Recently, I took part in a workshop in the Learning Services Centre called “Enhancing Your Writing Style.” In the workshop we discussed different elements of effective writing which can be used to enhance academic writing. The part of the session that I got the most out of was the discussion about active and passive voice. I don’t know about you, but the only thing I had ever been told about passive and active voice, prior to the workshop, was a single instruction in a syllabus. The instruction provided was “do not write in passive voice.” There was no explanation of what passive voice was, nor what active voice was, or how to change from passive to the correct form of writing. I managed to complete the assignment without using too much passive voice, but I still did not know what the difference between the two was!
Fast-forward to the workshop and I finally got an explanation of what the two are, and how to write them as well! Since I had no idea what the different voices were, I decided to write a post explaining the differences between the two voices for others who are unsure.
When writing in active voice, the subject in your sentence does/did or will do the action that is expressed in the verb. In some cases, there is an object in the sentence as well. For active voice, the subject is the doer of the action and the object is the receiver of the action. To structure a sentence in active voice:
Doer of the action (Subject) + Action (Verb) + Receiver of the action (Object; if there is one)
Example: The lack of rain seriously affected the water levels in Alberta.
(Subject) (Verb/Action) (Object)
Example: The children decided to play hide and seek.

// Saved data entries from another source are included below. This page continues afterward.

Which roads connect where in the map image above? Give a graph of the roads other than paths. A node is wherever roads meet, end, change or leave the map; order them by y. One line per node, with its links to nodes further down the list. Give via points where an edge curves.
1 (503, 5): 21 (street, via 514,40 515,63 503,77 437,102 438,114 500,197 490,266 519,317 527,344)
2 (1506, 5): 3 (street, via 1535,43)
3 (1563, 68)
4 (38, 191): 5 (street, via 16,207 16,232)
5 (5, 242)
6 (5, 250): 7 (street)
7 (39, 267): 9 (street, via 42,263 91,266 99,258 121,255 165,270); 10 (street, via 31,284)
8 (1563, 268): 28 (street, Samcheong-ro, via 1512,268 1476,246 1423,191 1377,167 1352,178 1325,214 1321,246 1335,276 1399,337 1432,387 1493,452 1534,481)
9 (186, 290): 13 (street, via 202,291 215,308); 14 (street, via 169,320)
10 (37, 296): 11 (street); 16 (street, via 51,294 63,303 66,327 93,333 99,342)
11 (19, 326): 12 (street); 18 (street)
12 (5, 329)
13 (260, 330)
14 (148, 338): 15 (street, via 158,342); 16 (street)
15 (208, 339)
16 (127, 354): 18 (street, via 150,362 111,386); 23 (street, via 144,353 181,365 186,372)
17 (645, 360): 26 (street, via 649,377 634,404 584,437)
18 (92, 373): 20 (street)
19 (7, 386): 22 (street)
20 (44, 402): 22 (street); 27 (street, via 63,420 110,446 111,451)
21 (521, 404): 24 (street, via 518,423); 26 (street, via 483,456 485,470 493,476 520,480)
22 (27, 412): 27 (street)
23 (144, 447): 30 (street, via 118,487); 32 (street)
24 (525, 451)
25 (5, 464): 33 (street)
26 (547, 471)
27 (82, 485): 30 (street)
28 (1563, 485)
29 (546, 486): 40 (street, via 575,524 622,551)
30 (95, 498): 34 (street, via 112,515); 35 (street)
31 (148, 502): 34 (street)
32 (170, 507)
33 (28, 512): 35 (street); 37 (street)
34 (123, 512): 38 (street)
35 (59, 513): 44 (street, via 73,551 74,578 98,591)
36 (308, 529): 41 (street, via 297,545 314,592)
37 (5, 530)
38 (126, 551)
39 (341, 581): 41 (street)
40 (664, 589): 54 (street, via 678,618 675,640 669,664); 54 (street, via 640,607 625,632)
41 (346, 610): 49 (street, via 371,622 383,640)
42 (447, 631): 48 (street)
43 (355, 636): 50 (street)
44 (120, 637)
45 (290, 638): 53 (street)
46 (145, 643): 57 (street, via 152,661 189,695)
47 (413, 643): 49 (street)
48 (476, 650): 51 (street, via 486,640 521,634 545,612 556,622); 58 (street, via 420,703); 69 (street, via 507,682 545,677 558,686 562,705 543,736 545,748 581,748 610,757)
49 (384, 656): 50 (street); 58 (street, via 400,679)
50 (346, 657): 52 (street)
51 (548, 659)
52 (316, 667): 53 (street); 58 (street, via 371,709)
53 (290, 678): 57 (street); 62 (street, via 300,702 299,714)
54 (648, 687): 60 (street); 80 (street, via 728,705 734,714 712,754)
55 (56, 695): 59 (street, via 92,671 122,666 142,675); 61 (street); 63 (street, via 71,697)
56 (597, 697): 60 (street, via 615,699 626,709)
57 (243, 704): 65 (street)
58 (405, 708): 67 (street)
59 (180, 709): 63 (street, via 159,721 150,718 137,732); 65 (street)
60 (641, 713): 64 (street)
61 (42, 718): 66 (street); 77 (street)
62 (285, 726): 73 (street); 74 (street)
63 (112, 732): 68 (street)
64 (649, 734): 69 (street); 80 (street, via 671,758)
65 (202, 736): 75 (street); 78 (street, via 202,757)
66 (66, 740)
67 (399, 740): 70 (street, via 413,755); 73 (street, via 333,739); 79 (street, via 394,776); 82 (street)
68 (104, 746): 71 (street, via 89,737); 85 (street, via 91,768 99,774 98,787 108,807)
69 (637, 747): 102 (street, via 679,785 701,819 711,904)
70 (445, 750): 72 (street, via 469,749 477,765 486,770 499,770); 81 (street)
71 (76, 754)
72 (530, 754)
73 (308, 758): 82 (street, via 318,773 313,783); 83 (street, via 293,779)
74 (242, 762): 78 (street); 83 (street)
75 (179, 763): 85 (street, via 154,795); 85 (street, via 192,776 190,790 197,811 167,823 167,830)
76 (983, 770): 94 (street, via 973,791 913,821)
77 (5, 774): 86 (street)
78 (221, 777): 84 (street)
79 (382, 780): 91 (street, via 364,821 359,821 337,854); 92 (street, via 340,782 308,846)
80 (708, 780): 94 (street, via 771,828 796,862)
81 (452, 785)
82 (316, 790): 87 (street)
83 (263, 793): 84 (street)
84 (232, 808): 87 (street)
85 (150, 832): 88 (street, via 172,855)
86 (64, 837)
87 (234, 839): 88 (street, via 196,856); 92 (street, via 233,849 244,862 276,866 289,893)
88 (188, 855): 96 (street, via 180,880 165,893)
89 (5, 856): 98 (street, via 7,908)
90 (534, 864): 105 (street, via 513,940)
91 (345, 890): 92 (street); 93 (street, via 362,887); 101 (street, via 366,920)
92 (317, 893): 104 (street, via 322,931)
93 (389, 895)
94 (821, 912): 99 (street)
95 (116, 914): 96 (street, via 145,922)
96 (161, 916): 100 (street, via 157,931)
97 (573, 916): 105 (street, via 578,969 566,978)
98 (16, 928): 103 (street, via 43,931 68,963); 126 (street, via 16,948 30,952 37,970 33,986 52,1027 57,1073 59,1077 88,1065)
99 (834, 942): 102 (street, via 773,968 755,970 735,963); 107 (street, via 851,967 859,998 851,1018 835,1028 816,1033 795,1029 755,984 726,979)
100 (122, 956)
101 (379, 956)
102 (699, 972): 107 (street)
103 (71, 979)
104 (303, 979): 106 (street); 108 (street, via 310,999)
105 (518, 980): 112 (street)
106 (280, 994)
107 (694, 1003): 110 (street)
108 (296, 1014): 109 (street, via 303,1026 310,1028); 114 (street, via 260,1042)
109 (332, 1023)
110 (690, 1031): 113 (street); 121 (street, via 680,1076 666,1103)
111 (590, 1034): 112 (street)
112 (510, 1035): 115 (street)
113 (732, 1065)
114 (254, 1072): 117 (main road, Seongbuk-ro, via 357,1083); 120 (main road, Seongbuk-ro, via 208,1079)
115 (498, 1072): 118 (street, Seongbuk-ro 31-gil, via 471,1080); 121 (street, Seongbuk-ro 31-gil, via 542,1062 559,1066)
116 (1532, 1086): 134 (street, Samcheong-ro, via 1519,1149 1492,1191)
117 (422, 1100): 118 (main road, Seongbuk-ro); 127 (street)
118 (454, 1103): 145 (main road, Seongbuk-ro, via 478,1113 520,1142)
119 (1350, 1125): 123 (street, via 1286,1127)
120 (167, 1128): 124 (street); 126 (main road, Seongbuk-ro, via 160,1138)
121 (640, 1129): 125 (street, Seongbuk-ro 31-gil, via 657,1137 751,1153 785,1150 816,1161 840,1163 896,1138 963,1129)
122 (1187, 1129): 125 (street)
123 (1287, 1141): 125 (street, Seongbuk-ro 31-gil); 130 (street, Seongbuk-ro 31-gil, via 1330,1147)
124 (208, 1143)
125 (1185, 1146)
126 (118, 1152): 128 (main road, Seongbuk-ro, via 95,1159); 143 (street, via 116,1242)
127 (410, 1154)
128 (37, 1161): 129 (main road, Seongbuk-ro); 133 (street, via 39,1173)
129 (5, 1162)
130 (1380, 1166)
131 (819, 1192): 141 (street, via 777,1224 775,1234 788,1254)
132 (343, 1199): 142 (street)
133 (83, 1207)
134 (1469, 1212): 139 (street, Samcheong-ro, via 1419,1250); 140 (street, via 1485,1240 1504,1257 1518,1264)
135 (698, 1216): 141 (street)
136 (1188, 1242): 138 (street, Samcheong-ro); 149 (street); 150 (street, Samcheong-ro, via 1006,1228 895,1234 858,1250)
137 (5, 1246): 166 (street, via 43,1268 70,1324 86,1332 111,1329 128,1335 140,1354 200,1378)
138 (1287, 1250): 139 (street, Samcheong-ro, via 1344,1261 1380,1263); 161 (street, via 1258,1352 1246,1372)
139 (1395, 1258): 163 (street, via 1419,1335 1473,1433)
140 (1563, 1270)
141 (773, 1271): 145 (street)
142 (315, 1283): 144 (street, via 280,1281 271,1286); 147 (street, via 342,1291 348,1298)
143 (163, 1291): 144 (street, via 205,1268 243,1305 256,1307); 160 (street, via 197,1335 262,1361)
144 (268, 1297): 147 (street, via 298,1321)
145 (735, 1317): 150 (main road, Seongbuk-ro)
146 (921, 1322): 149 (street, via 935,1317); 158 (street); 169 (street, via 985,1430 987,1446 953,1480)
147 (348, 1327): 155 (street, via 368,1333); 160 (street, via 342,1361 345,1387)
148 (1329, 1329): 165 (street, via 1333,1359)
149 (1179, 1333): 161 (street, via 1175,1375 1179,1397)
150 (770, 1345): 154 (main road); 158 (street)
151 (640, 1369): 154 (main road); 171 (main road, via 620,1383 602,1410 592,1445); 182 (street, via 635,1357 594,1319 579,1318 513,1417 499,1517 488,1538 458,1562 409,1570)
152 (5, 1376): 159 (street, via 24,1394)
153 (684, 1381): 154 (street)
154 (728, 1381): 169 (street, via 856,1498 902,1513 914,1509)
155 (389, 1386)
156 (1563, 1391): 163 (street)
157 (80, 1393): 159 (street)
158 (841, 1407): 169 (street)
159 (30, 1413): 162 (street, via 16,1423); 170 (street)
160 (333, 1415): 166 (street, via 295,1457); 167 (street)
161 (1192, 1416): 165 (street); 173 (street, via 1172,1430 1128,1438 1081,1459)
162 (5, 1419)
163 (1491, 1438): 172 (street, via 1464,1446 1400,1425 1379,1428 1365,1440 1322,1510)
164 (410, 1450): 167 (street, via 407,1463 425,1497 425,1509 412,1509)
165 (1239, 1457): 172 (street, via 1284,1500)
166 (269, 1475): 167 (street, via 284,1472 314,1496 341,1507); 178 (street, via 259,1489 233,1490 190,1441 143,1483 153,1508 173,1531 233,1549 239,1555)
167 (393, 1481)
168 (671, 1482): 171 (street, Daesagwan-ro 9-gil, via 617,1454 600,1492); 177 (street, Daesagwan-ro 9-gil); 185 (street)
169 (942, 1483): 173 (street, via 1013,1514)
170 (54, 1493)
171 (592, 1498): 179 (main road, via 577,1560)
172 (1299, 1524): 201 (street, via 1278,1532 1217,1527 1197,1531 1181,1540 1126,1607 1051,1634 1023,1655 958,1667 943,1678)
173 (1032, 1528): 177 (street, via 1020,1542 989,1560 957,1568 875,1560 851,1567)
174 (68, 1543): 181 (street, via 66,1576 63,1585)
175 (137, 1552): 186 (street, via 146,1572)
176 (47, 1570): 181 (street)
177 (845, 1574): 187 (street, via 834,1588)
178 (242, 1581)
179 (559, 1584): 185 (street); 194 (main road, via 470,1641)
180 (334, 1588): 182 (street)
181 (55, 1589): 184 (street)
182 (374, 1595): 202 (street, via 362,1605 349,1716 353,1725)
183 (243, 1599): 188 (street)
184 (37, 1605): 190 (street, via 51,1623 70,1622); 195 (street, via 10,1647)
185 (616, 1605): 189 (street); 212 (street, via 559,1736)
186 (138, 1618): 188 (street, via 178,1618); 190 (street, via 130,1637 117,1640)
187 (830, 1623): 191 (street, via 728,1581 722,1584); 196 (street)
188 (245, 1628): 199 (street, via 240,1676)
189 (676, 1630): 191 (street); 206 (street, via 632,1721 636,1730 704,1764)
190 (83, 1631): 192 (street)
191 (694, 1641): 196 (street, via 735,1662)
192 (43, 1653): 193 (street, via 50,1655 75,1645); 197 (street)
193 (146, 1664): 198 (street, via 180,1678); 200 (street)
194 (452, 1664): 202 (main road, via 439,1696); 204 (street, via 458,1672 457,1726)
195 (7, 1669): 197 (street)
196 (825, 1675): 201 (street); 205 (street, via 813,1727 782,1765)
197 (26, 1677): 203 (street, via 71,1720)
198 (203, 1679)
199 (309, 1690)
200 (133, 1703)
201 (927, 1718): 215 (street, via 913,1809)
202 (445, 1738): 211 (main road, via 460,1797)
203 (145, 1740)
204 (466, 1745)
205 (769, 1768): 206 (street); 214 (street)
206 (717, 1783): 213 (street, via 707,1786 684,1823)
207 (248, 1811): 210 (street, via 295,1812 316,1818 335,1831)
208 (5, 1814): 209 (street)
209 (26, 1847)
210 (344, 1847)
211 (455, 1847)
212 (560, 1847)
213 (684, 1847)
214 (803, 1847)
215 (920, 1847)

(Subject) (Verb/Action) (Object)
When writing in passive voice, the subject does not do the action expressed by the verb. Instead, the subject receives the action. For passive voice, the subject has the action done to them. The structure of a sentence in passive voice is:
Form of “to be” + Past participle OR Subject + Action + Doer of the action
Example: The water levels of the lakes in Alberta were seriously affected by the lack of rain.
hhhhhhhhhhhhhhhhhhhhhhhhhhhhhhhh(Form of “to be”) (Past Participle)
There are many forms of “to be” (e.g. is, are, am, was, were, has been, have been, being, etc.) and while oftentimes sentences with forms of “to be” are passive, it does not necessarily indicate they are. An example would be “is” describing a state of being: John is an intelligent student. Keep an eye out for these trickier sentences which may or may not be passive voice!
Now that we know what passive and active voice are we should consider why we are told to write in active voice. There are many reasons for writing in active voice: writing is more direct, concise, action oriented and engaging. As well, a paper heavily peppered with passive voice can be seen as “wordy.” By writing in active voice your papers will have more clarity, less wordiness, be more concise and less vague or abstract. Now you know what passive voice and active voice are, and how to write in either. I hope this helps with your future writing assignments!
“Passive Voice.” The Writing Centre. The University of North Carolina at Chapel Hill, n.d. Web. 2 July 2014.
“Active vs. Passive Voice.” Language Portal of Canada. Government of Canada, 17 April 2014. Web. 2 July 2014.